## Data for processing
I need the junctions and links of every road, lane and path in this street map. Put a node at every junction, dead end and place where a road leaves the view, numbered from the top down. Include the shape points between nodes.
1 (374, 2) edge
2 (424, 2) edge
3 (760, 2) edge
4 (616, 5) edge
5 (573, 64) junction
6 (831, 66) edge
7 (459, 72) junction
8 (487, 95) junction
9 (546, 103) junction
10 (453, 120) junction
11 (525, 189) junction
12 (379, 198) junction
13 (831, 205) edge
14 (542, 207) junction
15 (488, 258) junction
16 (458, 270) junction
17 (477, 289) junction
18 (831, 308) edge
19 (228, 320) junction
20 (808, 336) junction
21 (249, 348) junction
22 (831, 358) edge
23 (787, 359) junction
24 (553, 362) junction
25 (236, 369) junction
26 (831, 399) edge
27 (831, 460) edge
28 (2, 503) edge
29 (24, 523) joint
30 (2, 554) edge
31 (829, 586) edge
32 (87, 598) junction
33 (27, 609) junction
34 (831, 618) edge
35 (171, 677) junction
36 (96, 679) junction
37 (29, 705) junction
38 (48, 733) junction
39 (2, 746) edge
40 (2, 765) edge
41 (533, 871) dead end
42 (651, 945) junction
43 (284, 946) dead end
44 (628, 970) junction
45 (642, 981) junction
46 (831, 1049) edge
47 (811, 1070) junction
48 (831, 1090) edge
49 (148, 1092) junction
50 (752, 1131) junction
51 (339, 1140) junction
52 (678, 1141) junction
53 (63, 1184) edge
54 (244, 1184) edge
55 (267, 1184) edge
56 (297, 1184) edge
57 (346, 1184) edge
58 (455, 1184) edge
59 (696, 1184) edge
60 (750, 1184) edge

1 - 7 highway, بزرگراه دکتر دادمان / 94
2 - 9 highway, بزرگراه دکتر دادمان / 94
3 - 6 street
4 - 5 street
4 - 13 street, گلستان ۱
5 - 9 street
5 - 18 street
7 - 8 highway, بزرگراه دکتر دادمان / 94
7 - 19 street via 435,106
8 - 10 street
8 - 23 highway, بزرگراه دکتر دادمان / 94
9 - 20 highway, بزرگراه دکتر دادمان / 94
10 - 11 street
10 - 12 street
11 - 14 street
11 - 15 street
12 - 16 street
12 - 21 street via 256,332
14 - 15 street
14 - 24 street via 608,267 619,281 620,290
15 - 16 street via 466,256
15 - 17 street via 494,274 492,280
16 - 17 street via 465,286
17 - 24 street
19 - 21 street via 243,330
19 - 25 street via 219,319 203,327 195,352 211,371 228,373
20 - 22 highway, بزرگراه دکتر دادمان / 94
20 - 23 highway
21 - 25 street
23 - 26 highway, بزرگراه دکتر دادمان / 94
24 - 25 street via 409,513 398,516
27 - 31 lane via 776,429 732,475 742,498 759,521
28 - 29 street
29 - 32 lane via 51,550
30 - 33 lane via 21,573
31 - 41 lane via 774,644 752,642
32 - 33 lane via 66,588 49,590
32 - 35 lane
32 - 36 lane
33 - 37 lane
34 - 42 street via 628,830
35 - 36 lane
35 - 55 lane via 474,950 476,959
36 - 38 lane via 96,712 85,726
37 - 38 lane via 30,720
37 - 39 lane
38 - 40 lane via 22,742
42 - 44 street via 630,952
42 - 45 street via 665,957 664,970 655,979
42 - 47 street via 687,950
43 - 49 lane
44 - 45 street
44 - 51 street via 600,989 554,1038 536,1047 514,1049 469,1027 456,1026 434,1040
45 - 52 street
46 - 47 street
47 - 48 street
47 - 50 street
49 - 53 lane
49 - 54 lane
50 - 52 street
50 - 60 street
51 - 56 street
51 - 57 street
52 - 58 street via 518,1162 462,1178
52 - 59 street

## Task details
Each entry above is to be set down again in exactly the same words.

## Exercise response
I need the junctions and links of every road, lane and path in this street map. Put a node at every junction, dead end and place where a road leaves the view, numbered from the top down. Include the shape points between nodes.
1 (374, 2) edge
2 (424, 2) edge
3 (760, 2) edge
4 (616, 5) edge
5 (573, 64) junction
6 (831, 66) edge
7 (459, 72) junction
8 (487, 95) junction
9 (546, 103) junction
10 (453, 120) junction
11 (525, 189) junction
12 (379, 198) junction
13 (831, 205) edge
14 (542, 207) junction
15 (488, 258) junction
16 (458, 270) junction
17 (477, 289) junction
18 (831, 308) edge
19 (228, 320) junction
20 (808, 336) junction
21 (249, 348) junction
22 (831, 358) edge
23 (787, 359) junction
24 (553, 362) junction
25 (236, 369) junction
26 (831, 399) edge
27 (831, 460) edge
28 (2, 503) edge
29 (24, 523) joint
30 (2, 554) edge
31 (829, 586) edge
32 (87, 598) junction
33 (27, 609) junction
34 (831, 618) edge
35 (171, 677) junction
36 (96, 679) junction
37 (29, 705) junction
38 (48, 733) junction
39 (2, 746) edge
40 (2, 765) edge
41 (533, 871) dead end
42 (651, 945) junction
43 (284, 946) dead end
44 (628, 970) junction
45 (642, 981) junction
46 (831, 1049) edge
47 (811, 1070) junction
48 (831, 1090) edge
49 (148, 1092) junction
50 (752, 1131) junction
51 (339, 1140) junction
52 (678, 1141) junction
53 (63, 1184) edge
54 (244, 1184) edge
55 (267, 1184) edge
56 (297, 1184) edge
57 (346, 1184) edge
58 (455, 1184) edge
59 (696, 1184) edge
60 (750, 1184) edge

1 - 7 highway, بزرگراه دکتر دادمان / 94
2 - 9 highway, بزرگراه دکتر دادمان / 94
3 - 6 street
4 - 5 street
4 - 13 street, گلستان ۱
5 - 9 street
5 - 18 street
7 - 8 highway, بزرگراه دکتر دادمان / 94
7 - 19 street via 435,106
8 - 10 street
8 - 23 highway, بزرگراه دکتر دادمان / 94
9 - 20 highway, بزرگراه دکتر دادمان / 94
10 - 11 street
10 - 12 street
11 - 14 street
11 - 15 street
12 - 16 street
12 - 21 street via 256,332
14 - 15 street
14 - 24 street via 608,267 619,281 620,290
15 - 16 street via 466,256
15 - 17 street via 494,274 492,280
16 - 17 street via 465,286
17 - 24 street
19 - 21 street via 243,330
19 - 25 street via 219,319 203,327 195,352 211,371 228,373
20 - 22 highway, بزرگراه دکتر دادمان / 94
20 - 23 highway
21 - 25 street
23 - 26 highway, بزرگراه دکتر دادمان / 94
24 - 25 street via 409,513 398,516
27 - 31 lane via 776,429 732,475 742,498 759,521
28 - 29 street
29 - 32 lane via 51,550
30 - 33 lane via 21,573
31 - 41 lane via 774,644 752,642
32 - 33 lane via 66,588 49,590
32 - 35 lane
32 - 36 lane
33 - 37 lane
34 - 42 street via 628,830
35 - 36 lane
35 - 55 lane via 474,950 476,959
36 - 38 lane via 96,712 85,726
37 - 38 lane via 30,720
37 - 39 lane
38 - 40 lane via 22,742
42 - 44 street via 630,952
42 - 45 street via 665,957 664,970 655,979
42 - 47 street via 687,950
43 - 49 lane
44 - 45 street
44 - 51 street via 600,989 554,1038 536,1047 514,1049 469,1027 456,1026 434,1040
45 - 52 street
46 - 47 street
47 - 48 street
47 - 50 street
49 - 53 lane
49 - 54 lane
50 - 52 street
50 - 60 street
51 - 56 street
51 - 57 street
52 - 58 street via 518,1162 462,1178
52 - 59 street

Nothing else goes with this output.